Well - bit of blog - I rang my sister tonight, who happens to live with her
French husband and two kids in a village on the outskirts of Paris, and I
asked her about the car, and the car was fine, they could park it inside,
and they had shuttered some windows. Chirac had been on TV yesterday, but
he seemed a bit nonplussed about it all, sort of like, how could this
happen in patrie de la France? At night, she could hear the sirens and
explosions, it woke up her 6 year old son, who was read a story, and put
back to bed. In the adjacent village, a school had been burned down, and
in the province, a man had died after being beaten up.

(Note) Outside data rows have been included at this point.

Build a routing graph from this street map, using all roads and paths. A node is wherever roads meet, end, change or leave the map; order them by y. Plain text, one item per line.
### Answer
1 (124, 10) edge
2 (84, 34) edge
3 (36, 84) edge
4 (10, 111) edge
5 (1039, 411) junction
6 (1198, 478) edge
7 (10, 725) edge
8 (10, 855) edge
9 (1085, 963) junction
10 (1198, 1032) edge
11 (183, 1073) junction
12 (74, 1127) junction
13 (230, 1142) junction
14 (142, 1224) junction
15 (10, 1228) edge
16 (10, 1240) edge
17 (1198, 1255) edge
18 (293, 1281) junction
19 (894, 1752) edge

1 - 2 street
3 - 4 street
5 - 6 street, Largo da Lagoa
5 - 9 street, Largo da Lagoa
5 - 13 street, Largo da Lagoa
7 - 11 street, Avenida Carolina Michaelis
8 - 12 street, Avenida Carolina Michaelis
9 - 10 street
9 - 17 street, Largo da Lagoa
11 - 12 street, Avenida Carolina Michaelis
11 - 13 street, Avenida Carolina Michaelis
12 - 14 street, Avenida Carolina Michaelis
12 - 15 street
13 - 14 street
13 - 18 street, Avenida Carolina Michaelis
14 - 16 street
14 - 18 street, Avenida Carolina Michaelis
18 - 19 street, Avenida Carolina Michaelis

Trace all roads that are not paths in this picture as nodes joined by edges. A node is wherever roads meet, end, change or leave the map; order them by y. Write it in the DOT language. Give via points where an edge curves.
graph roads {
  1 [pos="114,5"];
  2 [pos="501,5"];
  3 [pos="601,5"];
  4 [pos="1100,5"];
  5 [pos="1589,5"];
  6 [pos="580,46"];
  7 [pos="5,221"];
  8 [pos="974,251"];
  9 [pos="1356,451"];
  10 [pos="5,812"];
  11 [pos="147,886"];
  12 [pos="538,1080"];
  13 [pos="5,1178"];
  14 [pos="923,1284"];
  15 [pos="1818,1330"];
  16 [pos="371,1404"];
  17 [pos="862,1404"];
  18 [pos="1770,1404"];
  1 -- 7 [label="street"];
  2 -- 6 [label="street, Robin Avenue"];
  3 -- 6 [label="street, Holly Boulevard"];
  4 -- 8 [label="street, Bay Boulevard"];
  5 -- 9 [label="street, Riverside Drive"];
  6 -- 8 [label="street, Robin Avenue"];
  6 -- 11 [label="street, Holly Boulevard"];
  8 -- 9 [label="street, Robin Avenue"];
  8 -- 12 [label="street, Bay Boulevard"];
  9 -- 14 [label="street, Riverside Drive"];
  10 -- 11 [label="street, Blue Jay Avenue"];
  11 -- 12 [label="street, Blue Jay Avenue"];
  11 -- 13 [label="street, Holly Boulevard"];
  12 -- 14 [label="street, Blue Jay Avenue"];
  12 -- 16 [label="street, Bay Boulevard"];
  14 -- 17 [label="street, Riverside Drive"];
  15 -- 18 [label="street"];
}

This evening,
Villepin was on TV, but "he talked rather formally, rather than directly
in the language of the people". There was "little specifics in what he
said". "There is this mentality in France, that the state should do
everything and solve problems, and less an idea that people have their own
responsibility for their kids."  There were now about 9,500 policemen on
active duty, but they hadn't brought out the army, and there were no
orders to shoot on sight. Things seemed to have calmed down a little.
"It's clear that they can repress all this, but whether fining and jailing
the offenders solves anything, that is the question, I'm afraid that
probably it doesn't." Villepin did talk, however, about pumping more money
again into the Banlieus, building new dwellings, and returning more power
to the mayors. My sister said "each year, they raise the resident's taxes,
yet also reduce municipal services at the same time; since recently, there
is no longer any police stationed in this village". I asked Sis how she
felt about it all. "Last night we were a bit nervous. You feel uncertain,
should I send my boy to school?" but he went to school anyhow. She mused,
"it is good, that it is being brought into the open, because you know, the
racism is real, and now they're talking about it on TV, I never heard them
talk about it before, so clearly." I asked, whether there would be some
neighbourhoods that she would regard too dangerous to visit, and she said
"sure thing". She added, "it's a difficult change in mentality
for the French... the paradox is, that the rampaging kids are burning down
stuff in their own neighbourhoods, there was this story of a guy who
worked as a cleaner with a $2,000 euro car, that he needed to get to the
other side of Paris and feed his family, but they burnt his car, so the
whole thing is rather indiscriminate, unfocused... yet, you can't help
feeling that the whole rampage is being organised, I don't know by whom
though." We chatted a bit about family stuff, and she said, her son
was now correcting her own French, and was doing very well at school.
"Marveilleux. A bit different possibly from many of the Africains and
Arabes in the Banlieus, a lot of these kids live between two worlds, they
get one story at home, and another one at school, and maybe they identify
with neither very much. It's a complex situation, yes."